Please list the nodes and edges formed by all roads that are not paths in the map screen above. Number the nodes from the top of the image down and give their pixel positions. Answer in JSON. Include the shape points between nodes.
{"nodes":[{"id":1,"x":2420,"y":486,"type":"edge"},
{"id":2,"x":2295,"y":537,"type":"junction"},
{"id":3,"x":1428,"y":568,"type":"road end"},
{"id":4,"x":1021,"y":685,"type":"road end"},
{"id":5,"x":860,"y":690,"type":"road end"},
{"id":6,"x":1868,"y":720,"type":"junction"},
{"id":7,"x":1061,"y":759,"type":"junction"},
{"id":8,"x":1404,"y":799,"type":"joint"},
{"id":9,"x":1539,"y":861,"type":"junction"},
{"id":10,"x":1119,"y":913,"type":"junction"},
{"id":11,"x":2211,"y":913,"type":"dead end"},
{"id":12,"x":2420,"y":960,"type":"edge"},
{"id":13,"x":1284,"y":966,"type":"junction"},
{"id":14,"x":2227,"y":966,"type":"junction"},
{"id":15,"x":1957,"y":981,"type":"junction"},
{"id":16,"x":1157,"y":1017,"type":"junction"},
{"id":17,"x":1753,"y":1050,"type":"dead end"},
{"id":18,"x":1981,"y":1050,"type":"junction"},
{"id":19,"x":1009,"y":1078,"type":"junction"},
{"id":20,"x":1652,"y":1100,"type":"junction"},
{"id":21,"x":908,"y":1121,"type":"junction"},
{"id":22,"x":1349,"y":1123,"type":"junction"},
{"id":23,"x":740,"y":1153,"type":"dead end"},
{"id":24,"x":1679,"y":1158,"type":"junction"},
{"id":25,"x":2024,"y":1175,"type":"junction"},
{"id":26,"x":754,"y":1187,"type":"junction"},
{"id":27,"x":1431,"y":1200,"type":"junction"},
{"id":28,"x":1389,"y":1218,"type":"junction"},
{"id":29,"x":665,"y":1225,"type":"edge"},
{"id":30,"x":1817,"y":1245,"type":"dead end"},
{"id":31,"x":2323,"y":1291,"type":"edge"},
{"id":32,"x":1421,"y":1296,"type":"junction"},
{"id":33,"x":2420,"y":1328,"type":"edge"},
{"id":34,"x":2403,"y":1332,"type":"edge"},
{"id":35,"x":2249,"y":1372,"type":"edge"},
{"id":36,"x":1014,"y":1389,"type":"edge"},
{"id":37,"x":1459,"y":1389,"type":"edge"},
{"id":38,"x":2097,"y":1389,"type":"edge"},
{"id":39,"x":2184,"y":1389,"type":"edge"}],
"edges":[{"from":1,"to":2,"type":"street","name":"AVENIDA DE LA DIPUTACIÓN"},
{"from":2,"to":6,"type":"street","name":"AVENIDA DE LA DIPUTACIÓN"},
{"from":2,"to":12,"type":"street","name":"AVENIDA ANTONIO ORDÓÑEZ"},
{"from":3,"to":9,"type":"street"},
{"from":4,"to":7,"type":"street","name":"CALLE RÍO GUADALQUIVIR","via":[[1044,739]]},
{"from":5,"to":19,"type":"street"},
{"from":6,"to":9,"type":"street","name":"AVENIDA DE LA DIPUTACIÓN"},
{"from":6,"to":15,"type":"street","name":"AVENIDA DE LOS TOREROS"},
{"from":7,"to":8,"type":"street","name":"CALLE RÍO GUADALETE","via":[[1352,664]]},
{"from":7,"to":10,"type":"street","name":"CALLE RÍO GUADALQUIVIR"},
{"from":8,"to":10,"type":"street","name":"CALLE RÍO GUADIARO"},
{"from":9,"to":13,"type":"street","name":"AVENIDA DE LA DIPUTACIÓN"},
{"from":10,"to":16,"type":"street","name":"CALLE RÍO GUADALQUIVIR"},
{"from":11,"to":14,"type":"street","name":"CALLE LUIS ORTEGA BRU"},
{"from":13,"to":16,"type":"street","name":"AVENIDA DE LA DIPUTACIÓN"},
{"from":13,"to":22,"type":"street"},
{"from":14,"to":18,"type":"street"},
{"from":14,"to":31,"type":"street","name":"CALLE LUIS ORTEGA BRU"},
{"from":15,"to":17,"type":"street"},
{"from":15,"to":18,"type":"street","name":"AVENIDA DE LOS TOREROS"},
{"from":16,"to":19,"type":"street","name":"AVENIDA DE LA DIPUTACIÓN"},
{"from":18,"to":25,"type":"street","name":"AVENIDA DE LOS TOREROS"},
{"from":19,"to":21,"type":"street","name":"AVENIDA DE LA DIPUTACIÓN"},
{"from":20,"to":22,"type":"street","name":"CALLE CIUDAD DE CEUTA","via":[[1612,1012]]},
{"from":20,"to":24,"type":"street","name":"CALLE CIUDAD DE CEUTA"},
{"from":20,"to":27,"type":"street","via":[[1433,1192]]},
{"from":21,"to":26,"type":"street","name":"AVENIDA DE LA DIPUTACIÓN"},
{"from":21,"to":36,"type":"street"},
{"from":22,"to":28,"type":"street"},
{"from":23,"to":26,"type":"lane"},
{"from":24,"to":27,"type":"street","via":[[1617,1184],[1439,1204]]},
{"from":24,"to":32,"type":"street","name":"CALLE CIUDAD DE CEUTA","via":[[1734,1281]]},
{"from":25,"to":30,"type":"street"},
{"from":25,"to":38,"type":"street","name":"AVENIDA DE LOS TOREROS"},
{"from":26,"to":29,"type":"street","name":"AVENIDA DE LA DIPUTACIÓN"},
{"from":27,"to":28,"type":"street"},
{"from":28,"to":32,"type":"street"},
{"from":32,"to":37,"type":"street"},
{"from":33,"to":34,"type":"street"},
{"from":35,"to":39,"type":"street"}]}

Exercise requirements
Type out the entries again, word for word.

Task result
Please list the nodes and edges formed by all roads that are not paths in the map screen above. Number the nodes from the top of the image down and give their pixel positions. Answer in JSON. Include the shape points between nodes.
{"nodes":[{"id":1,"x":2420,"y":486,"type":"edge"},
{"id":2,"x":2295,"y":537,"type":"junction"},
{"id":3,"x":1428,"y":568,"type":"road end"},
{"id":4,"x":1021,"y":685,"type":"road end"},
{"id":5,"x":860,"y":690,"type":"road end"},
{"id":6,"x":1868,"y":720,"type":"junction"},
{"id":7,"x":1061,"y":759,"type":"junction"},
{"id":8,"x":1404,"y":799,"type":"joint"},
{"id":9,"x":1539,"y":861,"type":"junction"},
{"id":10,"x":1119,"y":913,"type":"junction"},
{"id":11,"x":2211,"y":913,"type":"dead end"},
{"id":12,"x":2420,"y":960,"type":"edge"},
{"id":13,"x":1284,"y":966,"type":"junction"},
{"id":14,"x":2227,"y":966,"type":"junction"},
{"id":15,"x":1957,"y":981,"type":"junction"},
{"id":16,"x":1157,"y":1017,"type":"junction"},
{"id":17,"x":1753,"y":1050,"type":"dead end"},
{"id":18,"x":1981,"y":1050,"type":"junction"},
{"id":19,"x":1009,"y":1078,"type":"junction"},
{"id":20,"x":1652,"y":1100,"type":"junction"},
{"id":21,"x":908,"y":1121,"type":"junction"},
{"id":22,"x":1349,"y":1123,"type":"junction"},
{"id":23,"x":740,"y":1153,"type":"dead end"},
{"id":24,"x":1679,"y":1158,"type":"junction"},
{"id":25,"x":2024,"y":1175,"type":"junction"},
{"id":26,"x":754,"y":1187,"type":"junction"},
{"id":27,"x":1431,"y":1200,"type":"junction"},
{"id":28,"x":1389,"y":1218,"type":"junction"},
{"id":29,"x":665,"y":1225,"type":"edge"},
{"id":30,"x":1817,"y":1245,"type":"dead end"},
{"id":31,"x":2323,"y":1291,"type":"edge"},
{"id":32,"x":1421,"y":1296,"type":"junction"},
{"id":33,"x":2420,"y":1328,"type":"edge"},
{"id":34,"x":2403,"y":1332,"type":"edge"},
{"id":35,"x":2249,"y":1372,"type":"edge"},
{"id":36,"x":1014,"y":1389,"type":"edge"},
{"id":37,"x":1459,"y":1389,"type":"edge"},
{"id":38,"x":2097,"y":1389,"type":"edge"},
{"id":39,"x":2184,"y":1389,"type":"edge"}],
"edges":[{"from":1,"to":2,"type":"street","name":"AVENIDA DE LA DIPUTACIÓN"},
{"from":2,"to":6,"type":"street","name":"AVENIDA DE LA DIPUTACIÓN"},
{"from":2,"to":12,"type":"street","name":"AVENIDA ANTONIO ORDÓÑEZ"},
{"from":3,"to":9,"type":"street"},
{"from":4,"to":7,"type":"street","name":"CALLE RÍO GUADALQUIVIR","via":[[1044,739]]},
{"from":5,"to":19,"type":"street"},
{"from":6,"to":9,"type":"street","name":"AVENIDA DE LA DIPUTACIÓN"},
{"from":6,"to":15,"type":"street","name":"AVENIDA DE LOS TOREROS"},
{"from":7,"to":8,"type":"street","name":"CALLE RÍO GUADALETE","via":[[1352,664]]},
{"from":7,"to":10,"type":"street","name":"CALLE RÍO GUADALQUIVIR"},
{"from":8,"to":10,"type":"street","name":"CALLE RÍO GUADIARO"},
{"from":9,"to":13,"type":"street","name":"AVENIDA DE LA DIPUTACIÓN"},
{"from":10,"to":16,"type":"street","name":"CALLE RÍO GUADALQUIVIR"},
{"from":11,"to":14,"type":"street","name":"CALLE LUIS ORTEGA BRU"},
{"from":13,"to":16,"type":"street","name":"AVENIDA DE LA DIPUTACIÓN"},
{"from":13,"to":22,"type":"street"},
{"from":14,"to":18,"type":"street"},
{"from":14,"to":31,"type":"street","name":"CALLE LUIS ORTEGA BRU"},
{"from":15,"to":17,"type":"street"},
{"from":15,"to":18,"type":"street","name":"AVENIDA DE LOS TOREROS"},
{"from":16,"to":19,"type":"street","name":"AVENIDA DE LA DIPUTACIÓN"},
{"from":18,"to":25,"type":"street","name":"AVENIDA DE LOS TOREROS"},
{"from":19,"to":21,"type":"street","name":"AVENIDA DE LA DIPUTACIÓN"},
{"from":20,"to":22,"type":"street","name":"CALLE CIUDAD DE CEUTA","via":[[1612,1012]]},
{"from":20,"to":24,"type":"street","name":"CALLE CIUDAD DE CEUTA"},
{"from":20,"to":27,"type":"street","via":[[1433,1192]]},
{"from":21,"to":26,"type":"street","name":"AVENIDA DE LA DIPUTACIÓN"},
{"from":21,"to":36,"type":"street"},
{"from":22,"to":28,"type":"street"},
{"from":23,"to":26,"type":"lane"},
{"from":24,"to":27,"type":"street","via":[[1617,1184],[1439,1204]]},
{"from":24,"to":32,"type":"street","name":"CALLE CIUDAD DE CEUTA","via":[[1734,1281]]},
{"from":25,"to":30,"type":"street"},
{"from":25,"to":38,"type":"street","name":"AVENIDA DE LOS TOREROS"},
{"from":26,"to":29,"type":"street","name":"AVENIDA DE LA DIPUTACIÓN"},
{"from":27,"to":28,"type":"street"},
{"from":28,"to":32,"type":"street"},
{"from":32,"to":37,"type":"street"},
{"from":33,"to":34,"type":"street"},
{"from":35,"to":39,"type":"street"}]}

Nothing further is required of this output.